Le chien dans la vallée de Chambara / Hugues Micol
Le Japon
médiéval est une source d'inspiration fréquente dans la littérature et
la bande dessinée, qu'il s'agisse de manga ou de BD occidentale. Cet
album (qui appartient à la deuxième catégorie) y puise la source d'une
histoire plutôt classique de vengeance à la Kill Bill. Son héroïne,
Maraki Zatu, est la jeune héritière d'un noble de province récemment
décédé. Pendant une chasse aux chiens courants entre voisins, elle est
le témoin de la honte et de la forfaiture de monsieur Ishi, monsieur Ni
et monsieur San, qui s'entendent pour cacher leur méfait. Dégoûtée,
elle tourne bride et s'enfuit par le plus court chemin, mais son
monture est trop lourde pour la glace du lac qu'elle veut traverser, et
elle s'enfonce dans les eaux gelées. Pas un des hommes présents ne fait
un geste pour la sauver : l'héritière du domaine disparue, chacun peut
espérer obtenir ce qu'il convoite : monsieur Ishi veut la veuve, qui
reste la plus belle femme du pays, monsieur Ni l'or qui lui permettra
de se lancer dans les affaires, et monsieur San la charge du défunt qui
lui offrira l'opportunité de devenir un grand officier, craint et
respecté. Quand les derniers remous du lac s'apaisent, les trois
complices rentrent au domaine pour mettre leurs projets en œuvre...

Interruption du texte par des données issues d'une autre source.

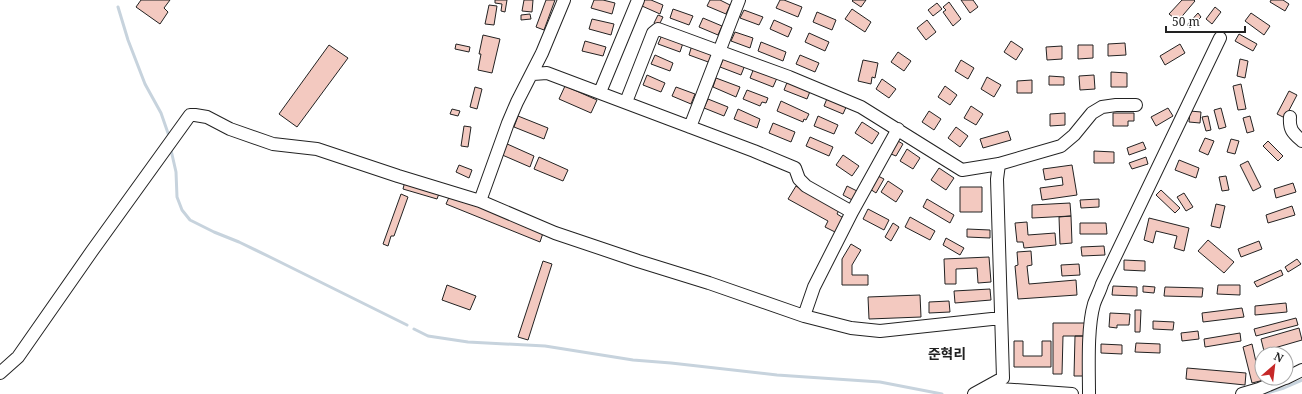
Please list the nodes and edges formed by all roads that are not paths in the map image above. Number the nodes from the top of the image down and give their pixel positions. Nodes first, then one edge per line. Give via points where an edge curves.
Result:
1 (564, 0) edge
2 (638, 0) edge
3 (739, 0) edge
4 (1220, 38) dead end
5 (719, 52) junction
6 (533, 74) junction
7 (600, 92) junction
8 (626, 102) junction
9 (1136, 105) dead end
10 (1290, 117) dead end
11 (690, 127) junction
12 (898, 129) junction
13 (1302, 142) edge
14 (999, 164) junction
15 (480, 201) junction
16 (852, 212) junction
17 (804, 316) junction
18 (1001, 318) junction
19 (0, 373) edge
20 (1266, 386) edge
21 (985, 388) junction
22 (974, 394) edge
23 (1072, 394) edge
24 (1089, 394) edge
25 (1242, 394) edge

1 - 6 street
2 - 7 street
3 - 5 street
4 - 24 street via 1094,305 1088,367
5 - 8 street via 658,29 653,33
5 - 11 street
5 - 12 street via 837,96
6 - 7 street via 547,73
6 - 15 street via 508,123
7 - 8 street
8 - 11 street
9 - 14 street via 1102,107 1092,113 1061,146
10 - 13 street via 1289,126
11 - 16 street via 795,168 798,179 806,186
12 - 14 street via 962,170
12 - 16 street
14 - 18 street via 997,179
15 - 17 street via 555,233
15 - 19 street via 317,149 273,144 230,129 207,117 190,115 18,357
16 - 17 street via 814,287
17 - 18 street via 851,328 880,331
18 - 21 street via 1003,378
20 - 25 street
21 - 22 street
21 - 23 street

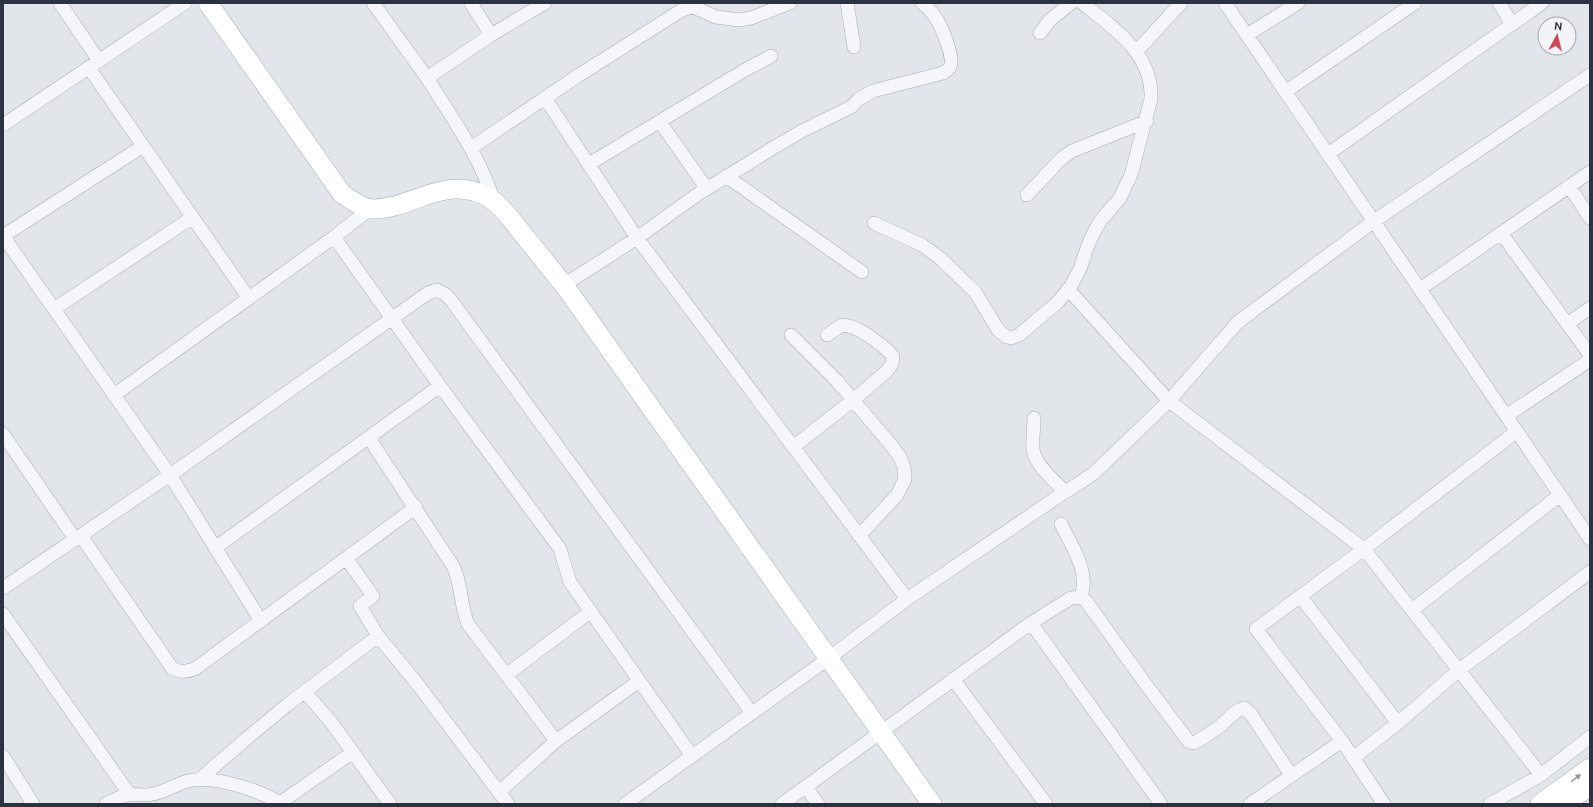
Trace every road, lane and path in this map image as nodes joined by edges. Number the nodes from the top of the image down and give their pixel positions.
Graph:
1 (60, 3) edge
2 (186, 3) edge
3 (208, 3) edge
4 (373, 3) edge
5 (471, 3) edge
6 (545, 3) edge
7 (790, 3) edge
8 (847, 3) edge
9 (922, 3) edge
10 (1082, 3) edge
11 (1182, 3) edge
12 (1225, 3) edge
13 (1298, 3) edge
14 (1415, 3) edge
15 (1499, 3) edge
16 (1542, 3) edge
17 (1067, 4) edge
18 (1398, 8) edge
19 (1512, 24) junction
20 (1040, 33) dead end
21 (490, 35) junction
22 (1247, 35) junction
23 (854, 47) dead end
24 (1136, 52) junction
25 (771, 56) dead end
26 (94, 64) junction
27 (1590, 75) edge
28 (427, 78) junction
29 (1285, 92) junction
30 (545, 98) junction
31 (1147, 121) junction
32 (660, 122) junction
33 (3, 125) edge
34 (143, 146) junction
35 (471, 148) junction
36 (1328, 154) junction
37 (589, 164) junction
38 (1590, 172) edge
39 (726, 176) junction
40 (1569, 186) junction
41 (707, 189) junction
42 (1027, 195) dead end
43 (494, 202) junction
44 (370, 209) junction
45 (192, 217) junction
46 (1590, 218) edge
47 (1374, 221) junction
48 (874, 223) dead end
49 (1500, 233) junction
50 (3, 236) edge
51 (334, 237) junction
52 (637, 238) junction
53 (862, 272) dead end
54 (564, 285) junction
55 (1068, 289) junction
56 (1420, 289) junction
57 (248, 297) junction
58 (1590, 308) edge
59 (54, 309) junction
60 (393, 318) junction
61 (1567, 324) junction
62 (791, 335) dead end
63 (827, 336) dead end
64 (1590, 355) edge
65 (1590, 360) edge
66 (440, 386) junction
67 (114, 395) junction
68 (852, 401) junction
69 (1169, 401) junction
70 (1506, 416) junction
71 (1034, 418) dead end
72 (1517, 431) junction
73 (3, 434) edge
74 (369, 438) junction
75 (793, 447) junction
76 (170, 475) junction
77 (1065, 492) junction
78 (1560, 495) junction
79 (416, 507) junction
80 (1060, 524) dead end
81 (859, 536) junction
82 (78, 537) junction
83 (1590, 539) edge
84 (215, 548) junction
85 (1364, 549) junction
86 (346, 558) junction
87 (1590, 572) edge
88 (3, 588) edge
89 (1300, 596) junction
90 (1081, 597) junction
91 (907, 600) junction
92 (1412, 610) junction
93 (590, 612) junction
94 (3, 614) edge
95 (261, 620) junction
96 (1031, 623) junction
97 (378, 636) junction
98 (829, 658) junction
99 (1459, 670) junction
100 (506, 675) junction
101 (953, 679) junction
102 (639, 682) junction
103 (305, 692) junction
104 (752, 713) junction
105 (1398, 723) junction
106 (881, 732) junction
107 (1590, 737) edge
108 (556, 741) junction
109 (1342, 741) junction
110 (353, 752) junction
111 (3, 756) edge
112 (692, 756) junction
113 (1353, 758) junction
114 (1590, 768) edge
115 (1541, 775) junction
116 (1291, 776) junction
117 (200, 779) junction
118 (1590, 784) edge
119 (806, 787) junction
120 (499, 792) junction
121 (130, 795) junction
122 (281, 803) edge
123 (33, 804) edge
124 (106, 804) edge
125 (390, 804) edge
126 (508, 804) edge
127 (625, 804) edge
128 (782, 804) edge
129 (818, 804) edge
130 (932, 804) edge
131 (1046, 804) edge
132 (1161, 804) edge
133 (1250, 804) edge
134 (1384, 804) edge
135 (1490, 804) edge
136 (1540, 804) edge
137 (1562, 804) edge

1 - 26 street
2 - 26 street
3 - 44 street
4 - 28 street
5 - 21 street
6 - 21 street
7 - 30 street
8 - 23 street
9 - 39 street
10 - 24 street
11 - 24 street
12 - 22 street
13 - 22 street
14 - 18 street
15 - 19 street
16 - 19 street
17 - 20 street
18 - 29 street
19 - 36 street
21 - 28 street
22 - 29 street
24 - 31 street
25 - 32 street
26 - 33 street
26 - 34 street
27 - 47 street
28 - 35 street
29 - 36 street
30 - 35 street
30 - 37 street
31 - 42 street
31 - 55 street
32 - 37 street
32 - 41 street
34 - 45 street
34 - 50 street
35 - 43 street
36 - 47 street
37 - 52 street
38 - 40 street
39 - 41 street
39 - 53 street
40 - 46 street
40 - 49 street
41 - 52 street
43 - 44 street
43 - 54 street
44 - 51 street
45 - 57 street
45 - 59 street
47 - 56 street
47 - 69 street
48 - 55 street
49 - 56 street
49 - 61 street
50 - 59 street
51 - 57 street
51 - 60 street
52 - 54 street
52 - 75 street
54 - 98 street
55 - 69 street
56 - 70 street
57 - 67 street
58 - 61 street
59 - 67 street
60 - 66 street
60 - 76 street
60 - 104 street
61 - 64 street
62 - 68 street
63 - 68 street
65 - 70 street
66 - 74 street
66 - 93 street
67 - 76 street
68 - 75 street
68 - 81 street
69 - 77 street
69 - 85 street
70 - 72 street
71 - 77 street
72 - 78 street
72 - 85 street
73 - 82 street
74 - 79 street
74 - 84 street
75 - 81 street
76 - 82 street
76 - 84 street
77 - 91 street
78 - 83 street
78 - 92 street
79 - 86 street
79 - 100 street
80 - 90 street
81 - 91 street
82 - 88 street
82 - 95 street
84 - 95 street
85 - 89 street
85 - 92 street
86 - 95 street
86 - 97 street
87 - 99 street
89 - 105 street
89 - 109 street
90 - 96 street
90 - 116 street
91 - 98 street
92 - 99 street
93 - 100 street
93 - 102 street
94 - 121 street
96 - 101 street
96 - 132 street
97 - 103 street
97 - 120 street
98 - 104 street
98 - 106 street
99 - 105 street
99 - 115 street
100 - 108 street
101 - 106 street
101 - 131 street
102 - 108 street
102 - 112 street
103 - 110 street
103 - 117 street
104 - 112 street
105 - 113 street
106 - 119 street
106 - 130 street
107 - 115 street
108 - 120 street
109 - 113 street
109 - 116 street
110 - 122 street
110 - 125 street
111 - 123 street
112 - 127 street
113 - 134 street
136 -> 114 street
115 - 135 street
116 - 133 street
117 - 121 street
117 - 122 street
118 - 137 highway
119 - 128 street
119 - 129 street
120 - 126 street
121 - 124 street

Chacun avec une bonne fortune qui le conduira à la réussite de son rêve.
Pendant ce temps, Maraki s'éveille dans l'antre d'un
vieu fou Shinobi qui lui propose un marché. En échange de son savoir de
guerrier, qui un jour permettra à la jeune fille d'accéder à la
vengeance à laquelle elle aspire, il lui demande obéissance et
servitude jusqu'à ce qu'il meure. Il fut un guerrier redouté, et peut
en cela être pour elle un excellent maître. Il n'aspire plus qu'à tirer
de la vie tout ce qu'elle peut encore offrir à un vieil homme comme lui
: du vin, de la viande, l'oubli dans les excès des souvenirs et du
néant qui s'approche. Maraki n'a pas le choix, elle n'est encore qu'une
petite fille qui n'a nulle part où aller. Avec Ukinfuné Jinnai, elle
apprend à grimper, nager, lancer, voler, se rendre visible ou
invisible, traquer le point faible de l'ennemi, résister à la douleur.

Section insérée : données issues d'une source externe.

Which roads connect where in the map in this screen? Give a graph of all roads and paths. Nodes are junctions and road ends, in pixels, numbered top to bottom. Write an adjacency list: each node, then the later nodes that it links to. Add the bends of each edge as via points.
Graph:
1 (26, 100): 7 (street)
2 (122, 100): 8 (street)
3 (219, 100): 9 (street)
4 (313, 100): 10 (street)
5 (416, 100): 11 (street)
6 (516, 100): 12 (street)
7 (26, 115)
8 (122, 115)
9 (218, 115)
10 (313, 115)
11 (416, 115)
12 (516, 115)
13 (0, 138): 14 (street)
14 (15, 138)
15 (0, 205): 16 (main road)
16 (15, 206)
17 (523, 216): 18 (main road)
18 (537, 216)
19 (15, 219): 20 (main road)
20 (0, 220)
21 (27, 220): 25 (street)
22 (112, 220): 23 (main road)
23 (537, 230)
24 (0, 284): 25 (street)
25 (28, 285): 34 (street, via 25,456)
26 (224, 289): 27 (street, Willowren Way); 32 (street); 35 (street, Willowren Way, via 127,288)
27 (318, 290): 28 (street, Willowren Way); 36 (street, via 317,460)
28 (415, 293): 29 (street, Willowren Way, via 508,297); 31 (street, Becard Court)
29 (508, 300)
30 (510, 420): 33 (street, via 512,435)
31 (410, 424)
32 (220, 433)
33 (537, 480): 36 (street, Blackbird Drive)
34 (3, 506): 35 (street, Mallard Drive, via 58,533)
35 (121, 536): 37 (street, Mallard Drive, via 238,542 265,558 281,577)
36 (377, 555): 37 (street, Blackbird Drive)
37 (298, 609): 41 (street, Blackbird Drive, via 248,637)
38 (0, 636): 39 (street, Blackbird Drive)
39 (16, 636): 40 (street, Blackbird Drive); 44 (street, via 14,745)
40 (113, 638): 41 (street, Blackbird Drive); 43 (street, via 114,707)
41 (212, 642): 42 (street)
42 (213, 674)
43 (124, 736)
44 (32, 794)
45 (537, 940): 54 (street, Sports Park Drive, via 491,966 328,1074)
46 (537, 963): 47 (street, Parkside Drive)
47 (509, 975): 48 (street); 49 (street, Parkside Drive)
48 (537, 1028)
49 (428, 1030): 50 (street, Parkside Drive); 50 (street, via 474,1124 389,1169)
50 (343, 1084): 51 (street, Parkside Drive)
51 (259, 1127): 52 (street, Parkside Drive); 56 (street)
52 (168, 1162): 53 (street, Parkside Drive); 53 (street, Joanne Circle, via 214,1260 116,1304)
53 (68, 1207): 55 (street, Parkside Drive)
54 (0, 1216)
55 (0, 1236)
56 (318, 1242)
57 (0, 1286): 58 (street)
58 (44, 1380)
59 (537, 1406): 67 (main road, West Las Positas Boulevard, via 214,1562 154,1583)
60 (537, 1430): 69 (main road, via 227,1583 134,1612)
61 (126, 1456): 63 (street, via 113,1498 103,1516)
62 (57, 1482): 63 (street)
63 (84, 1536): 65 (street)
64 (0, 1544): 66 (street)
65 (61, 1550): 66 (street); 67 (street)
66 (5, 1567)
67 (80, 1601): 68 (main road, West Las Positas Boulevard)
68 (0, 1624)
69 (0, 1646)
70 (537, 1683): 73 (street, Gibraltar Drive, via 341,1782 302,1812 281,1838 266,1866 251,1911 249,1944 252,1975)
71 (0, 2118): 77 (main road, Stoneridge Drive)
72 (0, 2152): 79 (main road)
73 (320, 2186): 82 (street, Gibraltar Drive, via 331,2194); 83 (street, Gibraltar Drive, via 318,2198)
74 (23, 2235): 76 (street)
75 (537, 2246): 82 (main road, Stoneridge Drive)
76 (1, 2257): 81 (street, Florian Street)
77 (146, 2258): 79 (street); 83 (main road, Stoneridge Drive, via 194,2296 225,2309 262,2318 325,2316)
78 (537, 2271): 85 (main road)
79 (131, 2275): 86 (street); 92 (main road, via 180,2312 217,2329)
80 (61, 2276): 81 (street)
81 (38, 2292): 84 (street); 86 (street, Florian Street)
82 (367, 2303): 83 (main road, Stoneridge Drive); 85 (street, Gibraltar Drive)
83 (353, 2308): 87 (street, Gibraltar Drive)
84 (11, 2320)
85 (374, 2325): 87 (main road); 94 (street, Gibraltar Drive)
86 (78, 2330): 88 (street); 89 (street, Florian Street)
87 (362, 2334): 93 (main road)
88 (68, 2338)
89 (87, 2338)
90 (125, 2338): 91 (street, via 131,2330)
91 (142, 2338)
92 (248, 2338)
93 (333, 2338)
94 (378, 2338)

Elle découvre qu'il n'y a pas de noblesse dans la guerre et dans la
violence, et que seuls s'en sortent ceux qui sont sont décidés à mettre
en œuvre tous les moyens, quels qu'ils soient... Et quel que soit le
prix à payer. Car Maraki pourrait tourner le dos, la vie se charge
d'elle-même de faire payer à chacun ses propres forfaits. Mais elle a
fait une promesse, ce jour-là, dans les eaux gelées du lac Chambara...

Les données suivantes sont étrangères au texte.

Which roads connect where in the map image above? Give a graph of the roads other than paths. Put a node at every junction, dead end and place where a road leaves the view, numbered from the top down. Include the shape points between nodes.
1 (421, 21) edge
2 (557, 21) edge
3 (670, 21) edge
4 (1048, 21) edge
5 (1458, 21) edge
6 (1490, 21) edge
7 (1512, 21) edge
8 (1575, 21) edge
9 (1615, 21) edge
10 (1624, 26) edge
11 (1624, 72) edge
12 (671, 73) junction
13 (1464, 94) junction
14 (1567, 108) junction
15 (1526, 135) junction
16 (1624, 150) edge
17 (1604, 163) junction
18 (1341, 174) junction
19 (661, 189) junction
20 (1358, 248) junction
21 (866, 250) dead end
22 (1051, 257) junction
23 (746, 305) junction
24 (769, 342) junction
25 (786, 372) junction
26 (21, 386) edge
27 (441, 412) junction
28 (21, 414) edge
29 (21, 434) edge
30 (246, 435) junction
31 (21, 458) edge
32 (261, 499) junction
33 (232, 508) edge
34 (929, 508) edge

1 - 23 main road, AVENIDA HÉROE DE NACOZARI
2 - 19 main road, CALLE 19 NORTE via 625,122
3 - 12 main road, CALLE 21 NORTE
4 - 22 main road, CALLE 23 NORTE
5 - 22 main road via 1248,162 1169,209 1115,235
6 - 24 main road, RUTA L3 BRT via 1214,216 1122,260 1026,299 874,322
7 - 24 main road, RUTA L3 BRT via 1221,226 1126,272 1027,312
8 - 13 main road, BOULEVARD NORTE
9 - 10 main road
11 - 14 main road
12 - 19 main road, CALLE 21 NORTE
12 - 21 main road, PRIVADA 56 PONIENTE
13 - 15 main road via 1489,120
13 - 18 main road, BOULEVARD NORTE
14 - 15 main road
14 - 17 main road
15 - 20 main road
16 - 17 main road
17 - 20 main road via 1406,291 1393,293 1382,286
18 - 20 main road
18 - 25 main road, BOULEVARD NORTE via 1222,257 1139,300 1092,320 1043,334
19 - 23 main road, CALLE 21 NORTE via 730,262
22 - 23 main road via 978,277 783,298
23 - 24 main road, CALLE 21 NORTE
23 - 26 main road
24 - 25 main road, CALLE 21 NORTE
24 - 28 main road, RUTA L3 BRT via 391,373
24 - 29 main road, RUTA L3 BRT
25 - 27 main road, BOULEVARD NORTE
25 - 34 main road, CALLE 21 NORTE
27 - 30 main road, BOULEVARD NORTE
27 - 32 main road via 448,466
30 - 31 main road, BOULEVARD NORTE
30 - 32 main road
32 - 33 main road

Si l'histoire n'apporte guère de surprise, cet album
vaut surtout pour la richesse de son trait, de sa mise en page et de
ses couleurs. Il reste fidèle aux codes du genre (maquillages,
costumes, scènes de combat chorégraphiés), mais fait appel à des grands
à-plats de couleurs contrastées qui rendent avec richesse les rues de
la grande Edo, la profondeur des forêts, les yeux d'une courtisane ou
la délicate paix d'un jardin. Certaines scènes, condensées sur une page
entière, sont particulièrement expressives. Il y a là une richesse
graphique et visuelle assez rare qui mérite largement, outre le fait
que le sujet soit à même de les intéresser, de proposer cet album aux
meilleurs lecteurs en collège (4e-3e), et bien sûr en LP et en lycée.
Références :
Le chien dans la vallée de Chambara / Hugues Micol. Futuropolis, 2011. 16€. 978-2-7548-0373-1.